Our findings have implications for genomic research, extending beyond Alzheimer’s disease to fields such as cancer genomics and environmental genomics, where data heterogeneity and sample size variability are common. The demonstrated sensitivity of the Rp test to asymmetry across different contexts reinforces the need for careful test selection based on the specific characteristics of the data being analyzed. This is particularly relevant in studies where accurate detection of gene expression patterns can influence critical decisions, such as in the development of targeted therapies [43,44].

The methodology presented in this study could be extended to the context of emerging technologies such as single-cell RNA sequencing, which allows for the analysis of gene expression profiles at the level of individual cells. Unlike bulk RNA-seq, which measures gene expression across populations of cells, single-cell RNA sequencing captures the heterogeneity within the context of cell populations, providing a more detailed understanding of cellular processes [46,47]. The application of the Rp test in this context could offer valuable insights into the symmetry or asymmetry of gene expression distributions at the single-cell level, revealing critical biological mechanisms that are obscured in bulk analyses.

While our study lays a solid foundation for utilizing the Rp test in symmetry assessment, certain limitations remain. Although the simulation studies have enhanced our understanding and have offered a more controlled evaluation of the Rp test under various asymmetry conditions, our focus on specific RNA-seq datasets and subsamples that were limited to 100 data points may constrain the broader applicability of our findings. Future research should extend these investigations to a wider range of datasets that vary in size, conditions, and transformation techniques to further validate and refine our conclusions. Additionally, expanding the scope of simulations to encompass more diverse scenarios could deepen insights into how asymmetry impacts downstream analyses. These additional simulations could include differential expression studies [39,40]. For the asymmetries identified in genomic data distributions, methods of quantile regression [48] might be explored. Researchers might also use other types of asymmetric distributions for the studied tests [49]. Moreover, exploration using machine learning techniques [50] in the analysis of genomic data is a promising avenue for research.

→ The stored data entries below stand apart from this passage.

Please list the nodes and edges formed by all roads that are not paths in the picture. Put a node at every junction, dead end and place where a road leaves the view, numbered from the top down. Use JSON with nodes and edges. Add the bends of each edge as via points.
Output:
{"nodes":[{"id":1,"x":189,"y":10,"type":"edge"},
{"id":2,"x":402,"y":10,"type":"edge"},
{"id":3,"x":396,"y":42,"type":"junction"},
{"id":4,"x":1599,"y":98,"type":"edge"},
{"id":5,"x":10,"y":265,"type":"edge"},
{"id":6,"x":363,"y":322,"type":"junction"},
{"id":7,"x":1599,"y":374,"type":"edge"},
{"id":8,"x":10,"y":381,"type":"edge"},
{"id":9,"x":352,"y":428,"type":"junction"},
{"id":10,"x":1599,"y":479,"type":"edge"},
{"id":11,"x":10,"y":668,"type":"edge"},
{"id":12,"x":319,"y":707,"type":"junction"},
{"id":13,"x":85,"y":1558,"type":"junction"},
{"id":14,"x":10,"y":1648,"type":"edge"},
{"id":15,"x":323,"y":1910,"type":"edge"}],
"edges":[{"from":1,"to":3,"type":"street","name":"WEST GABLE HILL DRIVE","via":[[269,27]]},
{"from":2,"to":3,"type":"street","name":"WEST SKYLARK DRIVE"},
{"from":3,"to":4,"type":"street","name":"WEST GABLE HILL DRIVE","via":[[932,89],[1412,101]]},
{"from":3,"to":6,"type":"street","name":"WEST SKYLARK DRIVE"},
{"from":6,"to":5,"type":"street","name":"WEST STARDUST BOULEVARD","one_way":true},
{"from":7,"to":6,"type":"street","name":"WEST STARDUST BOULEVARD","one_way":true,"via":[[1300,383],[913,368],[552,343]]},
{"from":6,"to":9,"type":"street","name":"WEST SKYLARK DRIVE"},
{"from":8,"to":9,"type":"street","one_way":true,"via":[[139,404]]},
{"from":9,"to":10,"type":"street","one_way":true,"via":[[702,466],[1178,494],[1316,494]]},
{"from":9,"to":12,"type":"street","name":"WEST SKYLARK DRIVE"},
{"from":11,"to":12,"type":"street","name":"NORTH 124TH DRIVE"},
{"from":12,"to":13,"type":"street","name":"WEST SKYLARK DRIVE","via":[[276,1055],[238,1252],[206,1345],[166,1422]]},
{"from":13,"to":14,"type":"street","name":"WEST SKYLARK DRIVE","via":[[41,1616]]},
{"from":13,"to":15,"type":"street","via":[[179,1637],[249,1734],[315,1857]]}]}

In conclusion, our research highlights the critical role of effective statistical tools like the Rp test in gene expression data analysis. Ensuring that these tools are well-aligned with the characteristics of genomic data is crucial for deriving reliable insights in genomic research. Our work contributes to a more nuanced understanding of data normalization and statistical analysis in genomics and serves as a valuable resource for researchers across diverse fields, including agriculture, environmental science, and medical genomics.